Jetzt ist Deine Meinung zu *Star Wars: Rogue One - Erstes Szenenfoto zum Krieg der Sterne-Ableger* gefragt. 


				Bitte beachtet: Der Kommentarbereich wird gemäß der Forenregeln moderiert.





			Dieser Inhalt steht nur eingeloggten Mitgliedern zur Verfügung.
        

 Zum Artikel: Star Wars: Rogue One - Erstes Szenenfoto zum Krieg der Sterne-Ableger


----------



## DerBloP (18. August 2015)

"Die Überlebenden von Order 66 sind untergetaucht und eine Gruppe von Rebellen versucht mit vereinten Kräften, die Pläne des Todessterns zu stehlen"

psssssssss....wieso versucht? Meine geheimen Quellen haben mir veraten, das sie es geschaft haben...


Aber zum Foto...naja sieht ein wenig Billig aus, eher so nach ner Serie...Hoffe dass die "Quallität" denen der Episoden in nichts nachsteht. Denn irgendwie macht mich das Kriegs-Szenario mehr an als dass der Jedi Rittern perse...


----------



## SpieleKing (18. August 2015)

Es ist einfach nur pervers was Disney mit Star Wars macht! 
Sie schlachten Star Wars aus wie eine Kuh,  bis keiner mehr bock drauf hat und sie die Marke zerstört haben!!!
Als nächstes kaufen sie die Rechte von Herr der Ringe und hauen dort auch noch 10 Filme raus =/


----------



## LOX-TT (18. August 2015)

SpieleKing schrieb:


> Es ist einfach nur pervers was Disney mit Star Wars macht!






			Dieser Inhalt steht nur eingeloggten Mitgliedern zur Verfügung.
        



immer diese Schwarzmalerei 

Ich freu mich auf die Ableger genauso wie auf die Episoden.
Außerdem ist es spannend wie die Rebellen kurz vor Episode IV an die Todesstern-Pläne kamen.


Spoiler



Und komm jetzt nicht mit Kyle Katarn oder Dark Forces, das ist nämlich mittlerweile einfach nun mal nicht mehr Kanon, sondern läuft unter dem Motto "Legends" (also eine Legende, kein tatsächlich passierter Fakt)


----------



## Odin333 (18. August 2015)

Also mir kommt es so vor, als seien die neuen Star Wars-Filme schon vor erscheinen einfach nur Sche***e und das nur,  weil sie jetzt Disney gehören.
Ich für meinen Teil bin froh, dass George Lucas nach dem was er mit EP1-3 fabriziert hat, nichts mehr mit den neuen Filmen zu tun hat.
Abgesehen davon kommt das beste Star Wars sowieso von Seth MacFarlane.


----------



## LOX-TT (18. August 2015)

gutenmorgen1 schrieb:


> Also mir kommt es so vor, als seien die neuen Star Wars-Filme schon vor erscheinen einfach nur Sche***e und das nur,  weil sie jetzt Disney gehören.
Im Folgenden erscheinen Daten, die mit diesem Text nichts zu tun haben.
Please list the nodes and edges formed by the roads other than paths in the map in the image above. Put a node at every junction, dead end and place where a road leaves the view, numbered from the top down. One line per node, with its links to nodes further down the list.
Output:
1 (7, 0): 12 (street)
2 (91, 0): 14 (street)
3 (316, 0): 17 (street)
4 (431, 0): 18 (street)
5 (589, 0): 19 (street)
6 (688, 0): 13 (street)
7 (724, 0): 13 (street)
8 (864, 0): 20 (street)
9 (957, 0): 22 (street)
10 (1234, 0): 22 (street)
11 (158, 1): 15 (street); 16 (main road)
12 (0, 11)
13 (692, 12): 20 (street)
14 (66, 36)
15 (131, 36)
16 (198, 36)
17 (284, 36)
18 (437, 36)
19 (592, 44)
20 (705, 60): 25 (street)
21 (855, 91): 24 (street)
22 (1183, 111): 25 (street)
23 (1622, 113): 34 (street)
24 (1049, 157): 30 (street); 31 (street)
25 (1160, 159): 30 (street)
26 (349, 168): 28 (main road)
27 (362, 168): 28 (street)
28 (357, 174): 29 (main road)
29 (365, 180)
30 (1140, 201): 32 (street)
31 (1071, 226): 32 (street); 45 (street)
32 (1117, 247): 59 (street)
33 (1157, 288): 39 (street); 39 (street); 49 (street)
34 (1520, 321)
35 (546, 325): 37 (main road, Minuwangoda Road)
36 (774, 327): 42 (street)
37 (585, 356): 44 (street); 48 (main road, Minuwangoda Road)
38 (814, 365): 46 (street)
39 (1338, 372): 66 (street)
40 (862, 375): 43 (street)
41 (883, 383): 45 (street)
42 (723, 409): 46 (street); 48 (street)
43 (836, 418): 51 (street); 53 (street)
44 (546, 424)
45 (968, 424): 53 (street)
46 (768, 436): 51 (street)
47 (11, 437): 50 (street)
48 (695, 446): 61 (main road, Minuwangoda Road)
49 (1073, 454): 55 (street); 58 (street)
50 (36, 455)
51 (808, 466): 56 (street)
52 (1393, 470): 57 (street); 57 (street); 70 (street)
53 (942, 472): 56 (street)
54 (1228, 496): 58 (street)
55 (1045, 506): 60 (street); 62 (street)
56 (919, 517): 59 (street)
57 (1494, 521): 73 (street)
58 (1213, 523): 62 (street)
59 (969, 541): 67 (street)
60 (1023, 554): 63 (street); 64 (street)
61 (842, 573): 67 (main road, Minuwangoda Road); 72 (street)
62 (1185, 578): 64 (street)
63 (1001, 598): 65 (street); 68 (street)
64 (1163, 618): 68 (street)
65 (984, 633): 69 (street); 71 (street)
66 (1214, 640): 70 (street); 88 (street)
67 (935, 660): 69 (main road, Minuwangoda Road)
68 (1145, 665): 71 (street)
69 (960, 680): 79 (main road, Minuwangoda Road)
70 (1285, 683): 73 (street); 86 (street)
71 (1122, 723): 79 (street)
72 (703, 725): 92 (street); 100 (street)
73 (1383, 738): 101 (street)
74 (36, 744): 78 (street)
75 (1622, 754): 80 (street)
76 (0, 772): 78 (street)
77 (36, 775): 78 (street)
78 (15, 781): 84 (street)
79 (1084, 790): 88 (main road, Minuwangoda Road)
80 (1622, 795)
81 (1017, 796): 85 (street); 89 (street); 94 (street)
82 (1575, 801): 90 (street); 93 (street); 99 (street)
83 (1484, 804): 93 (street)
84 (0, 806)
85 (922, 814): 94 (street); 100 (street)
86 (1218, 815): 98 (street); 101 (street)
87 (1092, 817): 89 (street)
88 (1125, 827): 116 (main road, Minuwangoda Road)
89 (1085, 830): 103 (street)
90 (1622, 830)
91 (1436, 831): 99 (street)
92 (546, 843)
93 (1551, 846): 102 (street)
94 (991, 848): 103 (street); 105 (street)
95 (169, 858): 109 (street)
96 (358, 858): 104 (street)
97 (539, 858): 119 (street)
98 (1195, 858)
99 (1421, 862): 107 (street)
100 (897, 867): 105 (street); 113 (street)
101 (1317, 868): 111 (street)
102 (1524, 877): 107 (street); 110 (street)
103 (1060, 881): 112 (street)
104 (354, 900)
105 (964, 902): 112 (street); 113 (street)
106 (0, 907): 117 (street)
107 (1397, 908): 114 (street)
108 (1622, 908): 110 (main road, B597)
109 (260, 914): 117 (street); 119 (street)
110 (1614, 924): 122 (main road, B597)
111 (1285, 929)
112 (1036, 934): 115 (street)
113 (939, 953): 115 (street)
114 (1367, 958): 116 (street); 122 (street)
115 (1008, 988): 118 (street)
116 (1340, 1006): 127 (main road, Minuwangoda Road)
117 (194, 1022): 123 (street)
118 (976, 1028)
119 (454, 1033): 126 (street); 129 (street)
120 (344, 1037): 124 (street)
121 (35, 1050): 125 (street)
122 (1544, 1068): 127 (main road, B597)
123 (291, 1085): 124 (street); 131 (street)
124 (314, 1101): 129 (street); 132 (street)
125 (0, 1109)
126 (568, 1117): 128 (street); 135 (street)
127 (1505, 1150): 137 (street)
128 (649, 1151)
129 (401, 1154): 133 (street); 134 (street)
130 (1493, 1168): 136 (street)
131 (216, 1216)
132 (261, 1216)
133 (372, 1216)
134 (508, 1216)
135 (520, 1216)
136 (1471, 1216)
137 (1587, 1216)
Ja weil die Hater einfach nur mit Scheuklappen rumlaufen und sich nicht auf was neues einlassen wollen. Aber ist mir eigentlich Wurst, was irgendwelche Trolle meinen, ich freu mich auf viele neue Star Wars Filme die nächsten Jahre


----------



## Enisra (18. August 2015)

gutenmorgen1 schrieb:


> Also mir kommt es so vor, als seien die neuen Star Wars-Filme schon vor erscheinen einfach nur Sche***e und das nur,  weil sie jetzt Disney gehören.



sicher, so wie Spiele schon automatisch schlecht sind wenn die von EA kommen auch wenn andere das gleiche machen oder der neue Star Trek Film scheiße ist weil man wieder wie TOS produziert

Der Typ ist aber eh nur ein Troll der keine Ahnung hat, wie alle die von Ausschlachten faseln aber keine Ahnung haben was Lucas sonst so mit Star Wars außerhalb von den 6 Filmen + Spiele gemacht haben
Man muss doch einfach mal schauen was sonst so produziert wurde an Merch und Sachen vor Clone Wars


----------